Get Free Updates on the Russian Rebellion
I will send myFT Daily Digest E-mail summarizing the latest information Russian rebellion News every morning.
A Russian general has challenged military leaders over his handling of the invasion of Ukraine, saying he was sacked after accusing him of betraying the army amid the Kiev counteroffensive.
The unusual public criticism came after the Wagner Group launched an unsuccessful uprising last month to remove them, with Defense Minister Sergey Shoigu and Russian invasion force commander Valery Gerasimov angering some in the military. It is a sign that they continue to be targets of
In an audio recording posted by a prominent Russian lawmaker to the social media app Telegram on Wednesday, former commander of the Russian 58th Army, Ivan Popov, described the situation on the front lines in a dire assessment that led military officials to dismiss him. said to have dismissed .
Mr. Popov’s four-minute message to the military was a disastrous end to Mr. Vladimir Putin, even after the Russian president reached an 11-hour agreement to end Wagner’s rebellion, keeping Mr. Shoigu and Mr. Gerasimov in office. It suggests that tensions are still high over the invasion.
He said he had asked military leaders to rotate frontline units, saying the lack of anti-artillery systems and artillery reconnaissance had caused heavy losses in frontline units.
Popov said his unnamed “senior bosses” “clearly felt some kind of mortal danger in me” and fired him.
“As many regimental commanders have said today, the Ukrainian army was unable to break through our front lines, but our superiors attacked us from the rear and betrayed the army at the most difficult and tense moment. I literally beheaded him,” Popov added.
Is Popov referring to his own dismissal, or the fate of other senior Russian commanders who are believed to have held a similar grudge against Shoigu and Gerasimov for months? It is not immediately clear what happened, and some have reportedly lost their jobs for questioning military tactics.
The parliamentarian who posted the recording, Andrei Gurlev, himself a former commander of the 58th Army, said he still has close ties to the Russian military, and publicly acknowledged the death of the lieutenant general earlier this week.

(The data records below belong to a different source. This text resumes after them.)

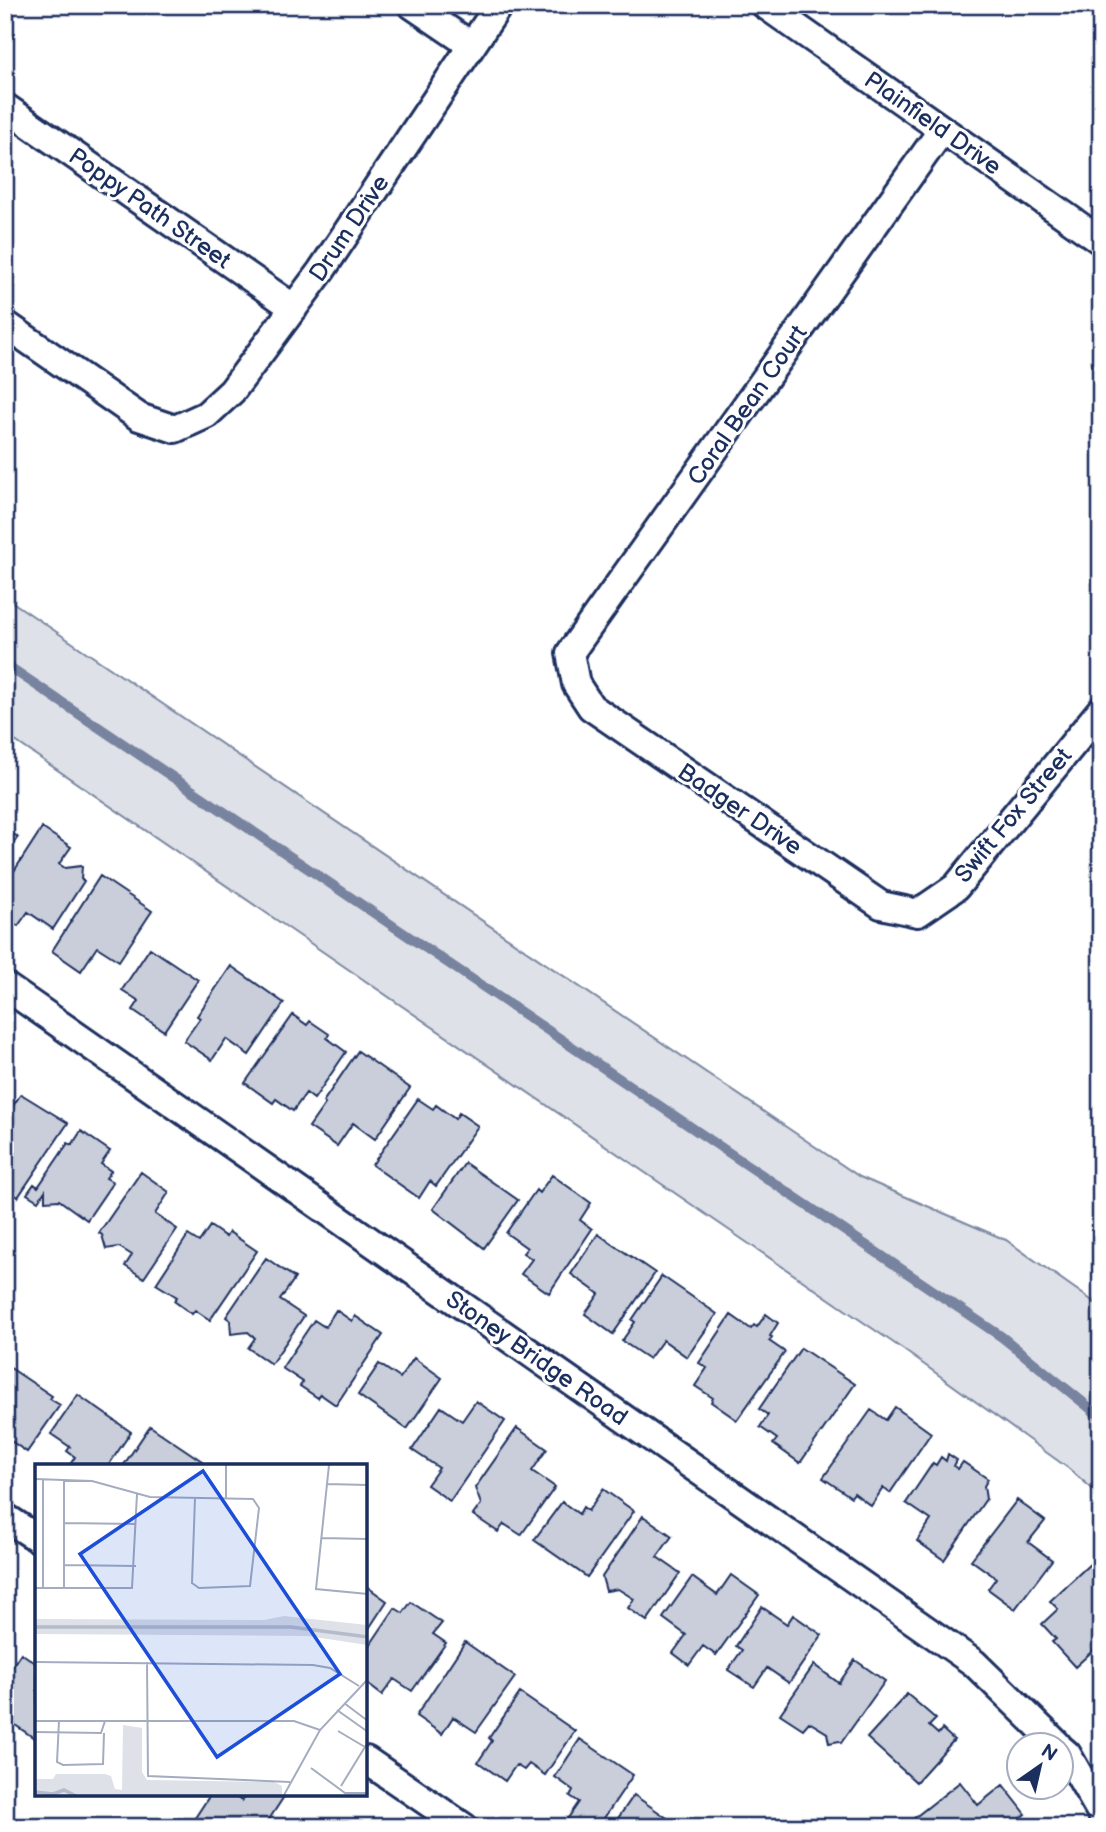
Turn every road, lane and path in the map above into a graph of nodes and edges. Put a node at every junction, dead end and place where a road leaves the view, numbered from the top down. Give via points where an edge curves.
1 (412, 5) edge
2 (499, 5) edge
3 (765, 5) edge
4 (471, 45) junction
5 (5, 107) edge
6 (942, 130) junction
7 (1101, 240) edge
8 (294, 308) junction
9 (5, 324) edge
10 (576, 684) joint
11 (1101, 710) edge
12 (918, 913) joint
13 (5, 986) edge
14 (5, 1517) edge
15 (35, 1537) edge
16 (1043, 1730) edge
17 (368, 1761) edge
18 (1074, 1766) edge
19 (1101, 1812) edge
20 (464, 1827) edge

1 - 4 street
2 - 4 street, Drum Drive
3 - 6 street, Plainfield Drive
4 - 8 street, Drum Drive
5 - 8 street, Poppy Path Street
6 - 7 street, Plainfield Drive
6 - 10 street, Coral Bean Court via 570,653
8 - 9 street, Drum Drive via 232,391 205,415 176,429 139,417
10 - 12 street, Badger Drive via 591,707 881,905
11 - 12 street, Swift Fox Street via 956,887
13 - 16 street, Stoney Bridge Road via 974,1663
14 - 15 street
17 - 20 street
18 - 19 street, Stoney Bridge Road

Andrei Turchak, secretary of Putin’s United Russia Party, said Popov’s message was posted on a private chat for soldiers of the 58th Army and was not intended for publication.
“Let’s leave to his conscience the fact that ‘legislator’ Gurlyov somehow got it and turned it into a political show,” Turchak wrote on Telegram. “Ivan’s conscience is clear. The motherland can be proud of a commander like him.”

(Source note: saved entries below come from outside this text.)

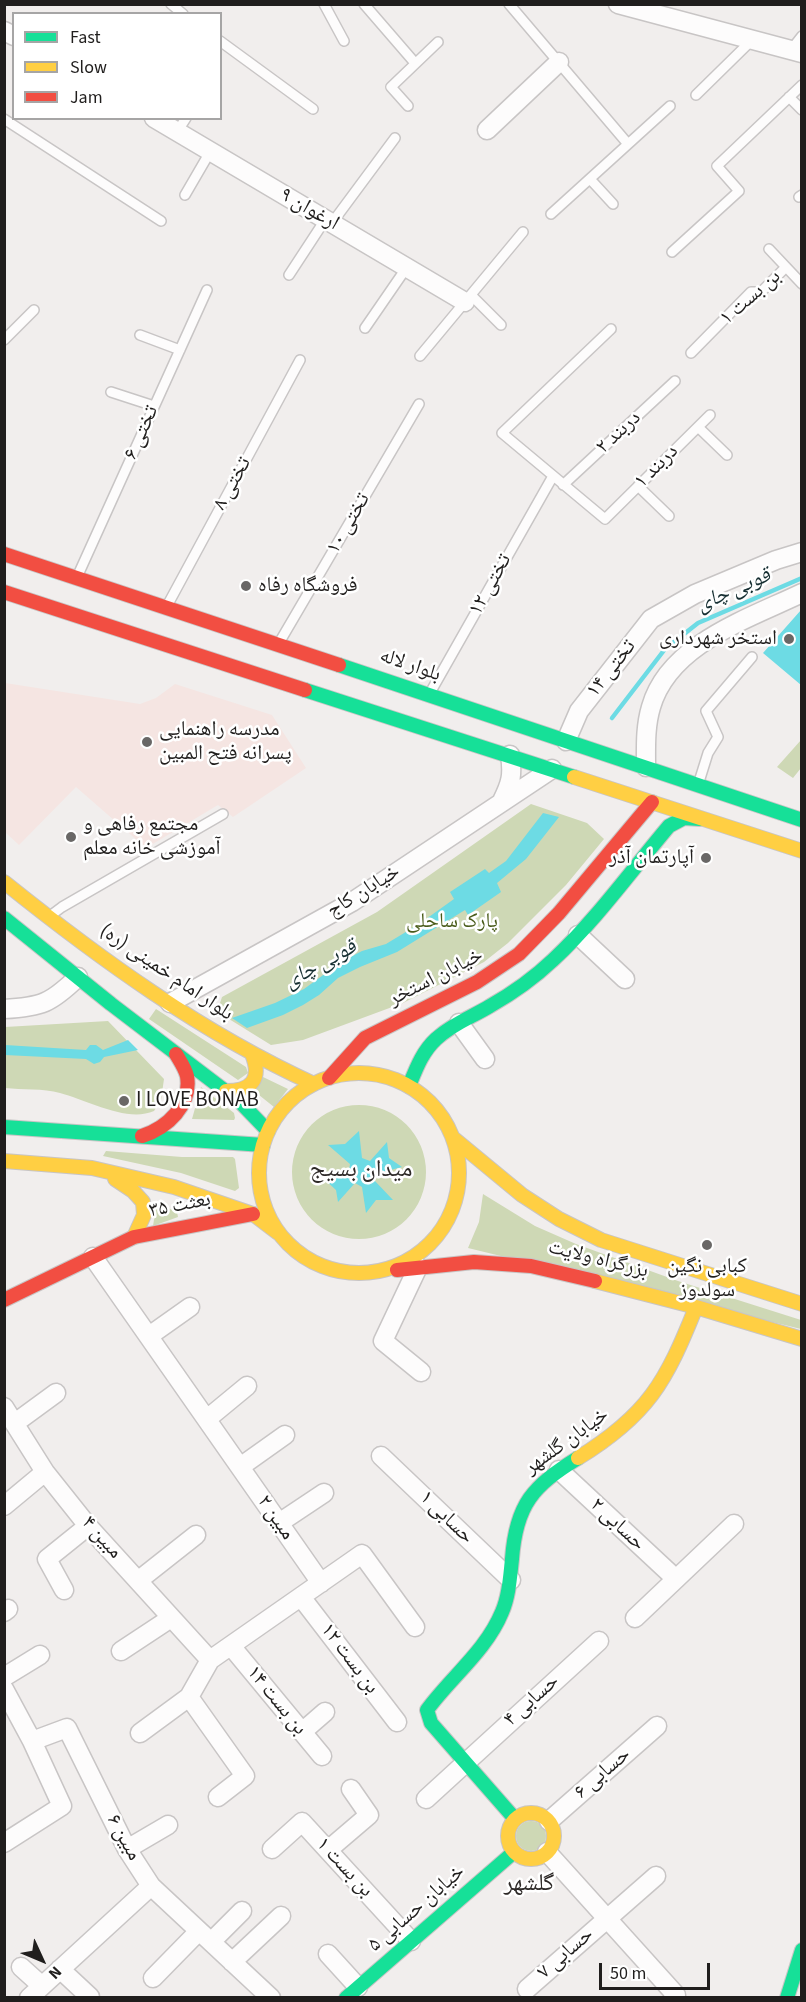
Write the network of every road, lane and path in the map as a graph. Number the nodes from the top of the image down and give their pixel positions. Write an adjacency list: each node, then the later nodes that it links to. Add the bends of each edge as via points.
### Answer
1 (324, 4): 6 (lane)
2 (364, 4): 12 (lane)
3 (509, 4): 11 (lane)
4 (618, 4): 5 (street)
5 (673, 11): 7 (street)
6 (344, 41)
7 (751, 41): 10 (street); 14 (lane)
8 (222, 42): 18 (lane)
9 (438, 42): 12 (lane)
10 (798, 46)
11 (559, 62): 23 (street); 25 (lane)
12 (415, 63): 16 (lane, via 391,87)
13 (801, 84): 15 (lane)
14 (696, 95)
15 (789, 97): 19 (lane); 35 (lane, via 717,166 739,191)
16 (408, 106)
17 (669, 106): 25 (lane)
18 (313, 109)
19 (801, 110)
20 (4, 119): 31 (lane)
21 (162, 120): 22 (street, ارغوان ۹)
22 (182, 125): 26 (street, ارغوان ۹)
23 (487, 130)
24 (395, 138): 32 (lane)
25 (628, 144): 27 (lane)
26 (210, 152): 28 (lane); 32 (street, ارغوان ۹)
27 (590, 179): 29 (lane); 30 (lane)
28 (185, 195)
29 (613, 204)
30 (551, 214)
31 (161, 220)
32 (329, 222): 36 (street, ارغوان ۹); 38 (lane)
33 (523, 232): 41 (lane)
34 (769, 249): 37 (lane, بن بست ۱)
35 (672, 252)
36 (407, 267): 41 (street, ارغوان ۹); 44 (lane)
37 (786, 267): 39 (lane, بن بست ۱); 49 (lane, بن بست ۱, via 761,292 751,292)
38 (289, 275)
39 (801, 284)
40 (207, 290): 48 (lane, تختی ۶)
41 (468, 298): 43 (lane); 50 (lane)
42 (34, 310): 47 (lane)
43 (501, 325)
44 (365, 328)
45 (611, 329): 59 (lane, via 501,433)
46 (140, 335): 48 (lane)
47 (4, 340)
48 (180, 350): 55 (lane, تختی ۶)
49 (691, 353)
50 (420, 356)
51 (300, 360): 68 (lane, تختی ۸)
52 (675, 381): 60 (lane, دربند ۲)
53 (111, 392): 55 (lane)
54 (419, 404): 69 (lane, تختی ۱۰)
55 (154, 406): 65 (lane, تختی ۶)
56 (710, 415): 57 (lane, دربند ۱)
57 (698, 427): 58 (lane); 61 (lane, دربند ۱)
58 (727, 455)
59 (553, 476): 60 (lane); 71 (lane, تختی ۱۲)
60 (563, 485): 61 (lane, دربند ۱, via 605,519)
61 (638, 486): 62 (lane)
62 (669, 516)
63 (801, 552): 72 (street, تختی ۱۴, via 695,594 651,619 579,711)
64 (4, 554): 65 (main road, بلوار لاله)
65 (77, 577): 68 (main road, بلوار لاله)
66 (4, 592): 73 (main road)
67 (801, 593): 74 (street, via 695,647 667,676 651,707)
68 (166, 607): 69 (main road, بلوار لاله)
69 (278, 644): 71 (main road, بلوار لاله)
70 (752, 657): 76 (lane, via 706,711 718,737 708,753)
71 (429, 695): 72 (main road, بلوار لاله)
72 (566, 741): 74 (main road, بلوار لاله)
73 (510, 755): 75 (main road); 77 (street, via 513,772)
74 (646, 767): 76 (main road, بلوار لاله)
75 (552, 769): 77 (street, خیابان کاج); 78 (main road)
76 (698, 785): 80 (main road, بلوار لاله)
77 (502, 801): 91 (street, خیابان کاج, via 352,902)
78 (652, 802): 81 (main road); 82 (main road, خیابان استخر)
79 (223, 814): 87 (lane)
80 (801, 820)
81 (712, 822): 83 (main road, via 691,816 679,819); 84 (main road)
82 (633, 825): 83 (main road, via 643,820 652,824 657,832); 97 (main road, خیابان استخر, via 519,954 477,982 365,1038)
83 (656, 841): 88 (main road)
84 (801, 851)
85 (4, 882): 87 (main road, بلوار امام خمینی (ره))
86 (4, 918): 89 (main road)
87 (48, 918): 91 (main road, بلوار امام خمینی (ره))
88 (578, 934): 90 (street); 93 (main road, via 529,981)
89 (78, 977): 92 (street, via 45,1004); 94 (main road)
90 (625, 979)
91 (170, 1003): 95 (main road, بلوار امام خمینی (ره))
92 (4, 1010)
93 (459, 1023): 96 (street); 99 (main road, via 428,1046)
94 (176, 1054): 100 (main road); 104 (main road, via 187,1078 181,1107 155,1134)
95 (252, 1054): 98 (main road, بلوار امام خمینی (ره)); 100 (main road, via 257,1071 251,1085 238,1092)
96 (485, 1059)
97 (329, 1078): 98 (main road); 99 (main road, via 376,1074)
98 (314, 1084): 102 (main road, via 287,1104)
99 (409, 1086): 105 (main road, via 436,1108)
100 (226, 1091): 102 (main road)
101 (4, 1127): 103 (main road)
102 (268, 1131): 106 (main road)
103 (96, 1133): 104 (main road); 108 (main road)
104 (142, 1136): 106 (main road)
105 (453, 1138): 114 (main road, via 459,1180 447,1222 418,1254); 116 (main road, بزرگراه ولایت, via 522,1197 577,1229)
106 (263, 1145): 110 (main road, via 260,1189)
107 (4, 1161): 108 (main road)
108 (92, 1161): 109 (main road); 111 (main road, بعثت ۳۵, via 141,1195 145,1212)
109 (253, 1214): 110 (main road); 111 (main road, بعثت ۳۵)
110 (278, 1233): 114 (main road, via 296,1251 321,1266 349,1273)
111 (134, 1237): 112 (main road)
112 (93, 1257): 115 (main road); 119 (street, مبین ۲)
113 (418, 1267): 114 (main road, بزرگراه ولایت); 118 (main road, بزرگراه ولایت, via 474,1262 531,1266); 121 (street, via 383,1341)
114 (378, 1272)
115 (4, 1300)
116 (801, 1304)
117 (190, 1307): 119 (street)
118 (696, 1307): 120 (main road, بزرگراه ولایت); 130 (main road, خیابان گلشهر, via 674,1359 638,1416)
119 (149, 1336): 125 (street, مبین ۲)
120 (801, 1339)
121 (421, 1372)
122 (247, 1386): 125 (street)
123 (56, 1393): 126 (street)
124 (4, 1407): 126 (street, مبین ۴)
125 (207, 1419): 129 (street, مبین ۲)
126 (15, 1423): 131 (street, مبین ۴)
127 (285, 1435): 129 (street)
128 (381, 1456): 140 (street, حسابی ۱)
129 (240, 1467): 134 (street, مبین ۲)
130 (559, 1470): 138 (street, حسابی ۲); 140 (main road, خیابان گلشهر, via 542,1484 519,1516)
131 (45, 1472): 133 (street); 136 (street, مبین ۴)
132 (324, 1493): 134 (street)
133 (4, 1506)
134 (279, 1523): 141 (street, مبین ۲)
135 (735, 1524): 138 (street)
136 (88, 1526): 139 (street, مبین ۴); 142 (street, via 47,1559)
137 (196, 1535): 139 (street)
138 (676, 1579): 145 (street)
139 (139, 1580): 144 (street, مبین ۴)
140 (511, 1580): 162 (main road, خیابان گلشهر, via 503,1610 487,1639 427,1710 431,1723)
141 (321, 1583): 143 (street); 146 (street, via 362,1554)
142 (64, 1590)
143 (302, 1597): 148 (street); 156 (street, بن بست ۱۲)
144 (171, 1618): 149 (street); 151 (street, مبین ۴)
145 (635, 1618)
146 (415, 1627)
147 (599, 1641): 162 (street, حسابی ۴)
148 (231, 1646): 151 (street); 158 (street, بن بست ۱۴)
149 (121, 1651)
150 (39, 1655): 152 (street)
151 (210, 1660): 154 (street)
152 (4, 1677)
153 (4, 1689): 160 (street)
154 (189, 1697): 159 (street); 164 (street, via 245,1776)
155 (325, 1712): 158 (street)
156 (397, 1722)
157 (657, 1726): 167 (street, حسابی ۶)
158 (302, 1732): 161 (street, بن بست ۱۴)
159 (140, 1733)
160 (32, 1741): 169 (street, via 62,1806); 170 (street, مبین ۶, via 67,1728)
161 (322, 1756)
162 (465, 1762): 165 (street, حسابی ۴); 166 (main road, خیابان گلشهر)
163 (351, 1789): 172 (street, via 369,1815)
164 (218, 1797)
165 (426, 1799)
166 (515, 1819): 167 (main road, via 536,1813); 173 (main road, via 508,1832)
167 (549, 1821): 174 (main road, via 554,1840)
168 (168, 1825): 170 (street)
169 (4, 1843)
170 (127, 1849): 176 (street, مبین ۶)
171 (272, 1850): 172 (street, بن بست ۱, via 302,1822)
172 (328, 1850): 181 (street, بن بست ۱)
173 (514, 1852): 174 (main road, via 534,1859); 181 (main road, خیابان حسابی ۵)
174 (547, 1852): 179 (street)
175 (656, 1876): 179 (street, حسابی ۷)
176 (151, 1886): 180 (street, مبین ۶); 186 (street)
177 (242, 1911): 180 (street)
178 (281, 1916): 184 (street)
179 (606, 1920): 188 (street, حسابی ۷); 192 (street)
180 (205, 1937): 184 (street, مبین ۶); 187 (street)
181 (411, 1941): 190 (main road, خیابان حسابی ۵)
182 (801, 1950): 194 (main road)
183 (328, 1954): 190 (street)
184 (232, 1962): 191 (street, مبین ۶)
185 (21, 1967): 189 (street)
186 (60, 1970): 189 (street); 193 (street)
187 (153, 1978)
188 (526, 1989)
189 (36, 1992)
190 (352, 1992)
191 (265, 1996)
192 (674, 1996)
193 (90, 1997)
194 (787, 1998)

Senior lawmaker Andrei Kartapov said in an audio message that Popov’s message was “seen and heard and those who need it will take action.”

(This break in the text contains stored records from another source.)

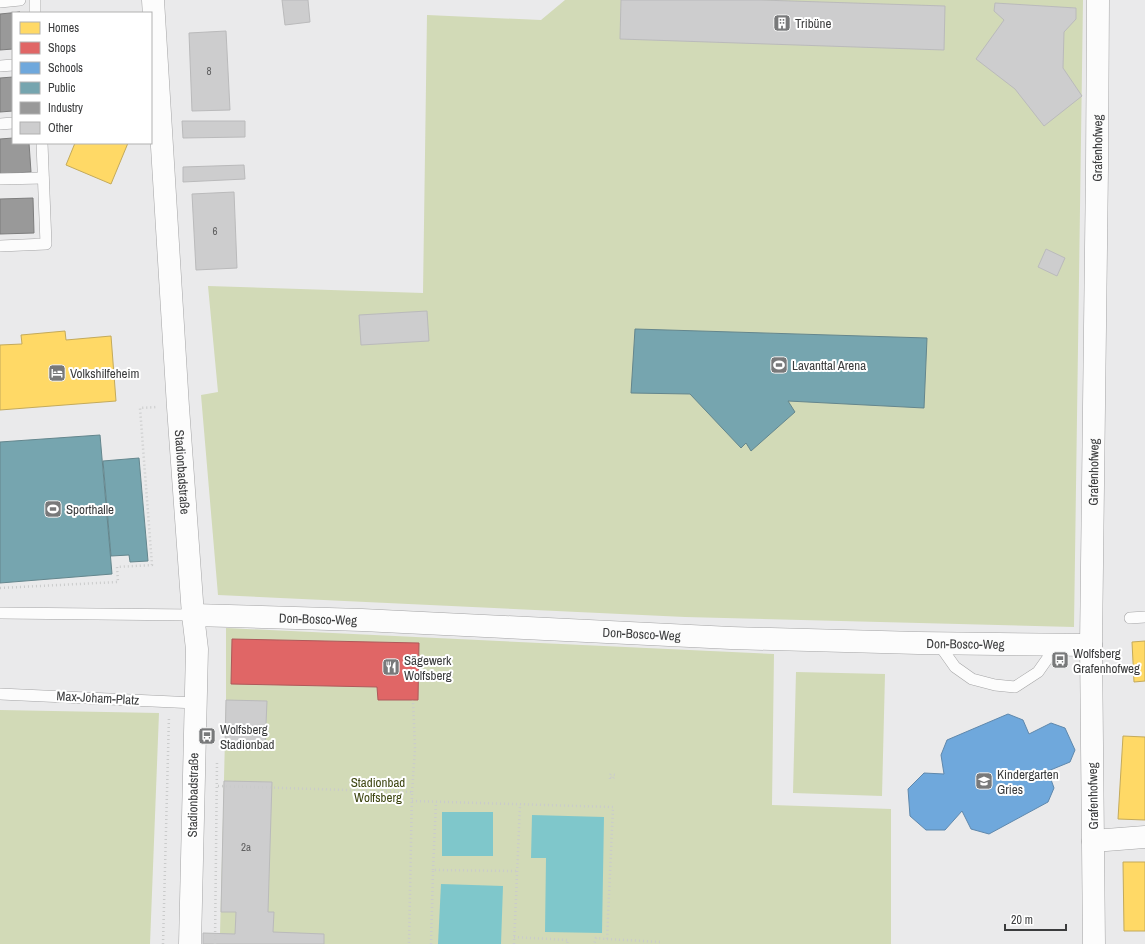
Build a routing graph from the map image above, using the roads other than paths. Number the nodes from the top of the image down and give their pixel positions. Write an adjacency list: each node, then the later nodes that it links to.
1 (20, 0): 5 (lane)
2 (35, 0): 6 (lane)
3 (153, 0): 16 (street, Stadionbadstraße)
4 (1098, 0): 21 (street, Grafenhofweg)
5 (0, 2)
6 (35, 12)
7 (12, 65): 8 (lane)
8 (0, 66)
9 (12, 123): 10 (lane)
10 (0, 124)
11 (42, 144): 13 (lane)
12 (0, 178): 13 (lane)
13 (43, 178): 14 (lane)
14 (0, 246)
15 (0, 613): 16 (lane)
16 (193, 615): 19 (street, Don-Bosco-Weg); 23 (street, Stadionbadstraße)
17 (1145, 617): 18 (lane)
18 (1130, 618)
19 (938, 644): 20 (street, Don-Bosco-Weg); 20 (lane)
20 (1057, 645): 21 (street, Don-Bosco-Weg)
21 (1091, 645): 25 (street, Grafenhofweg)
22 (0, 694): 23 (lane, Max-Joham-Platz)
23 (196, 703): 26 (street, Stadionbadstraße)
24 (1145, 837): 25 (street)
25 (1093, 841): 27 (street, Grafenhofweg)
26 (190, 944)
27 (1094, 944)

Before an altercation between Wagner founder Evgeny Prigozhin and the military spiraled out of control in the spring, warlords said several prominent generals sympathized with the militia and publicly thanked them for providing supplies to the group. Said he meant it.
Their most senior deputy commander of the invasion force, Sergey Slovikin, was taken into custody last month following Prigozhin’s uprising and has not been seen since. Kartaporov said on Wednesday that Slovikin was “resting” and “currently absent” without giving details.
Gray Zone, a Telegram channel affiliated with Wagner, was the first to report Popov’s dismissal before Gurlev posted an audio recording.
Gerasimov accused Popov of “spreading disinformation and panic” and dismissed him after the general threatened to try to “tell the president,” the newspaper said.
The Kremlin and the Russian Defense Ministry have not commented on Popov’s apparent dismissal.